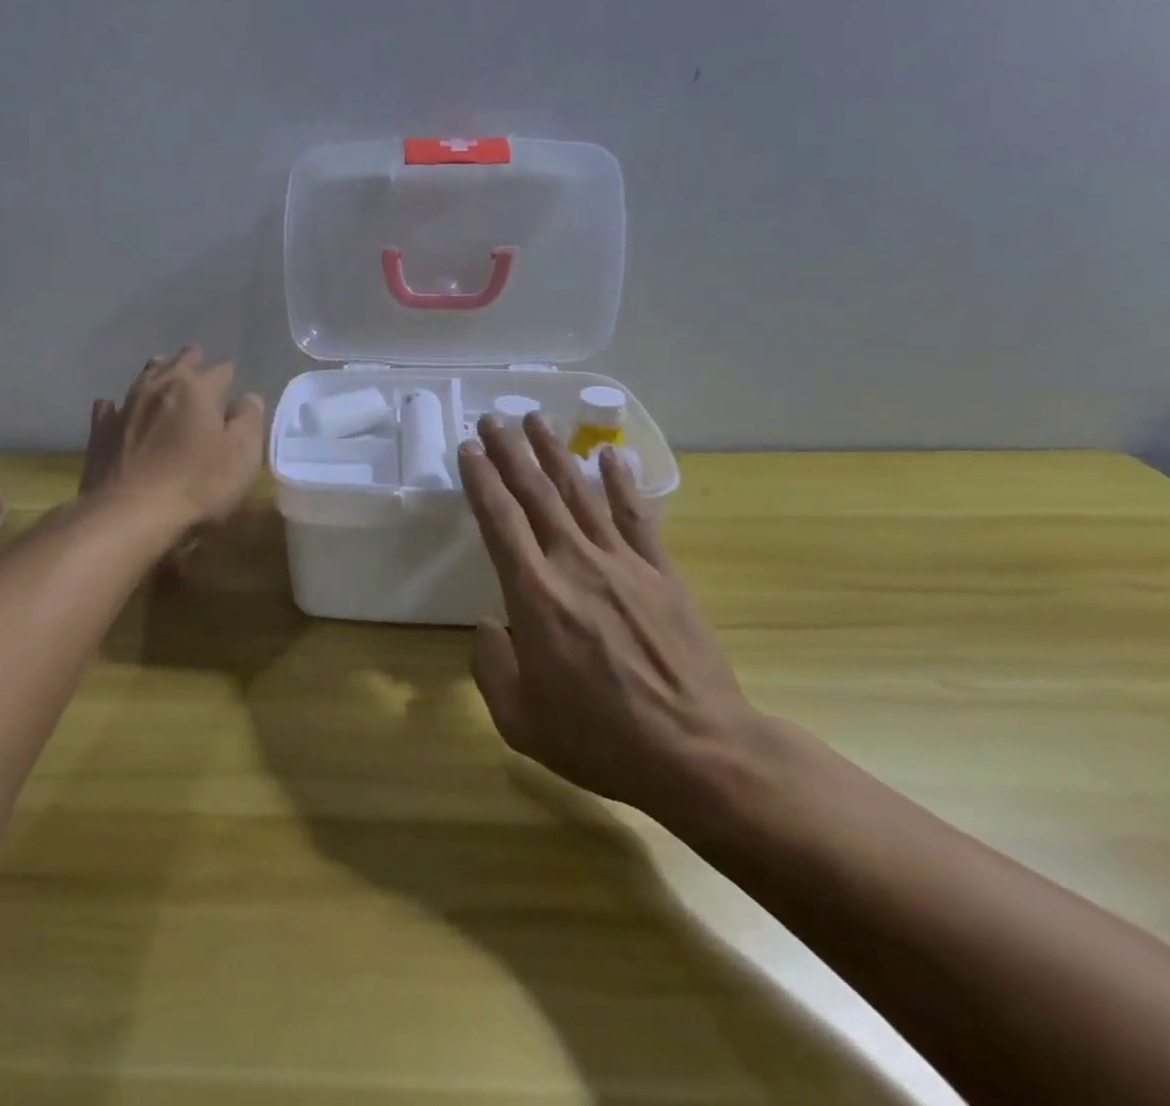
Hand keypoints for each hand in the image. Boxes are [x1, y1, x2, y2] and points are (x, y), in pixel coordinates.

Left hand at [81, 348, 264, 530]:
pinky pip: (109, 408)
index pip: (220, 371)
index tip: (233, 384)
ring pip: (143, 378)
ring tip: (161, 368)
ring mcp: (125, 407)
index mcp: (197, 388)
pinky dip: (116, 405)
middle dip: (191, 362)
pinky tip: (113, 406)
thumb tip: (248, 398)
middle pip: (178, 364)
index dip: (229, 376)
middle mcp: (159, 387)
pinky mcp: (101, 432)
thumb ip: (249, 421)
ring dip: (156, 372)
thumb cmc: (196, 484)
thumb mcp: (242, 456)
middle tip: (198, 362)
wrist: (128, 514)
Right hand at [459, 412, 769, 827]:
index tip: (469, 447)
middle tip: (494, 417)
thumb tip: (489, 625)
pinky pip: (637, 517)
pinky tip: (610, 456)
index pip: (500, 521)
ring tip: (537, 420)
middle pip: (536, 494)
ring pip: (581, 494)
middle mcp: (575, 564)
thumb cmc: (601, 739)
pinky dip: (621, 483)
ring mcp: (623, 564)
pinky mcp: (661, 574)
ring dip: (556, 453)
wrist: (700, 753)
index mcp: (535, 595)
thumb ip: (491, 667)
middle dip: (511, 452)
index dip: (481, 480)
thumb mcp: (520, 720)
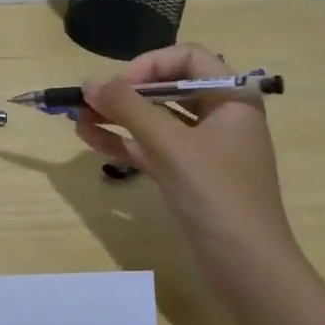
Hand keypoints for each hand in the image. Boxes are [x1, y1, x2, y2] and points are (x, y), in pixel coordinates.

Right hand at [74, 43, 295, 253]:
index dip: (150, 64)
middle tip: (89, 101)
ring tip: (77, 119)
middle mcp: (220, 117)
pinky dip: (124, 142)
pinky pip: (152, 148)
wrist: (247, 266)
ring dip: (117, 117)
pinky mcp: (189, 176)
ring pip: (155, 121)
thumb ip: (128, 108)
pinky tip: (91, 140)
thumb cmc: (216, 194)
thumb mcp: (170, 145)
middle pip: (168, 88)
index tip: (119, 85)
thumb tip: (88, 81)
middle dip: (125, 93)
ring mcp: (204, 149)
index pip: (188, 58)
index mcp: (232, 99)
----------------
- ASSIGNMENT: Begin with the line that contains "ring dip: (156, 372)" and copy every line through the end of the listing, exactly as written, both ends included. Pictures are not part of the copy.

- EXPECTED ANSWER:
ring dip: (156, 372)
thumb cmc: (196, 484)
thumb mcp: (242, 456)
middle tip: (198, 362)
wrist: (128, 514)
Right hand at [459, 412, 769, 827]:
index tip: (469, 447)
middle tip: (494, 417)
thumb tip: (489, 625)
pinky pip: (637, 517)
pinky tip: (610, 456)
index pip: (500, 521)
ring tip: (537, 420)
middle pip: (536, 494)
ring pip: (581, 494)
middle mcp: (575, 564)
thumb cmc: (601, 739)
pinky dip: (621, 483)
ring mcp: (623, 564)
pinky mcp: (661, 574)
ring dip: (556, 453)
wrist: (700, 753)
index mcp: (535, 595)
thumb ip: (491, 667)
middle dip: (511, 452)
index dip: (481, 480)
thumb mcp: (520, 720)
Hand keypoints for each hand in the image. Boxes are [x1, y1, x2, y2] and points are (x, y), in pixel coordinates.

Right hand at [74, 43, 295, 253]:
index dip: (150, 64)
middle tip: (89, 101)
ring tip: (77, 119)
middle mcp: (220, 117)
pinky dip: (124, 142)
pinky pip: (152, 148)
wrist: (247, 266)
ring dip: (117, 117)
pinky mcp: (189, 176)
ring pip: (155, 121)
thumb ip: (128, 108)
pinky tip: (91, 140)
thumb cmc: (216, 194)
thumb mcp: (170, 145)
middle pip: (168, 88)
index tip: (119, 85)
thumb tip: (88, 81)
middle dip: (125, 93)
ring mcp: (204, 149)
index pip: (188, 58)
index mcp: (232, 99)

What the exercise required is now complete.